*** Data for processing ***

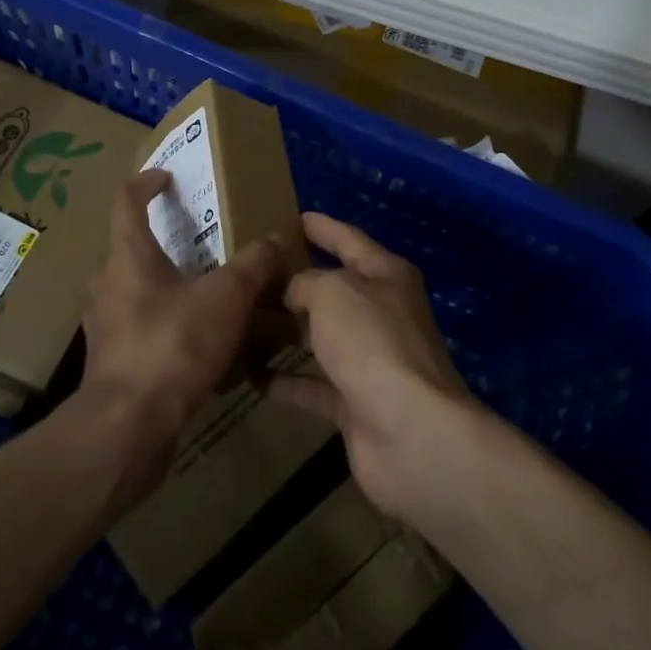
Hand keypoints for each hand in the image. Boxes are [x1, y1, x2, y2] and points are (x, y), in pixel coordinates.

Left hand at [79, 169, 288, 501]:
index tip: (169, 177)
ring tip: (212, 295)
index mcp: (128, 256)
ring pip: (141, 293)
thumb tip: (276, 239)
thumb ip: (253, 266)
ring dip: (173, 288)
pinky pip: (146, 330)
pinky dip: (172, 327)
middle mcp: (109, 285)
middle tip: (205, 244)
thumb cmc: (172, 345)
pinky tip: (205, 345)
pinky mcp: (114, 363)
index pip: (127, 201)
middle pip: (134, 249)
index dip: (147, 182)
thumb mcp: (226, 298)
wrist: (127, 429)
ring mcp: (107, 326)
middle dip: (168, 242)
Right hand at [266, 212, 473, 519]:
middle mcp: (380, 313)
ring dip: (284, 332)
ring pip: (319, 338)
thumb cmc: (372, 342)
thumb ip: (305, 282)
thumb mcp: (332, 292)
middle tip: (250, 272)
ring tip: (240, 321)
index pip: (348, 240)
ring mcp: (369, 360)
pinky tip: (250, 375)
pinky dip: (285, 381)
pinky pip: (313, 385)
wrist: (410, 432)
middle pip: (332, 290)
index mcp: (385, 275)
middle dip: (293, 281)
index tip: (291, 217)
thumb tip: (292, 291)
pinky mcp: (355, 404)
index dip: (321, 227)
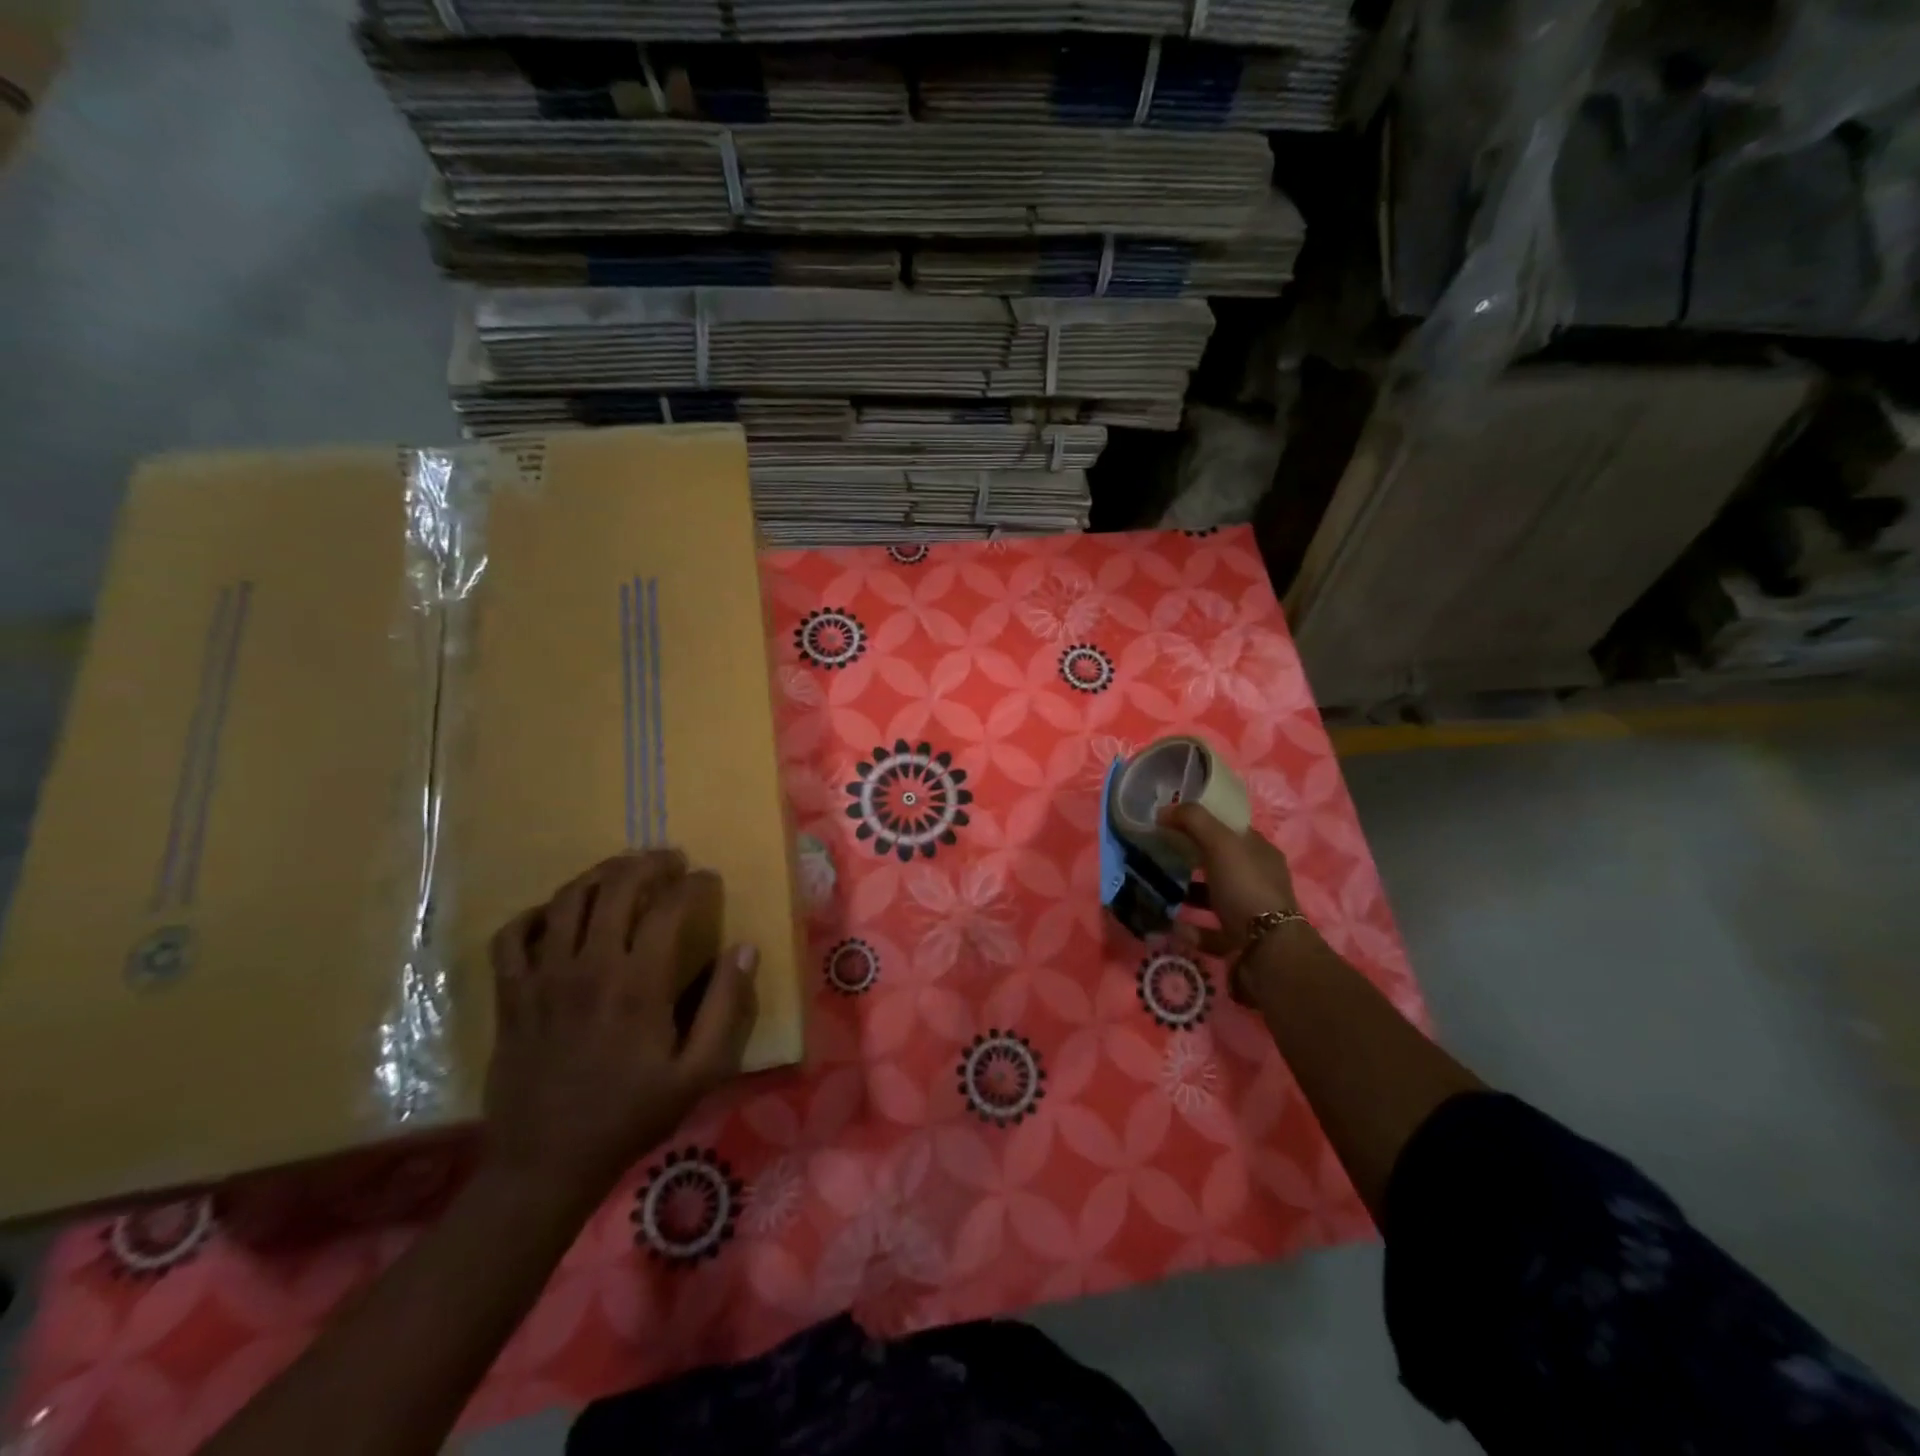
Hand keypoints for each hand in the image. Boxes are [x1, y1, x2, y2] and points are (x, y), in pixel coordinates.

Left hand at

*** End of Data for processing ***

■ About this task ■
Starting at the line that has "ring dip: (284, 332)" in the records above, restate word for word every line until the one that has "thumb tip: (292, 291)", and include that one as well.

■ Exercise solution ■
ring dip: (284, 332)
ring pip: (319, 338)
thumb cmc: (372, 342)
thumb ip: (305, 282)
thumb mcp: (332, 292)
middle tip: (250, 272)
ring tip: (240, 321)
index pip: (348, 240)
ring mcp: (369, 360)
pinky tip: (250, 375)
pinky dip: (285, 381)
pinky pip: (313, 385)
wrist: (410, 432)
middle pip: (332, 290)
index mcp: (385, 275)
middle dip: (293, 281)
index tip: (291, 217)
thumb tip: (292, 291)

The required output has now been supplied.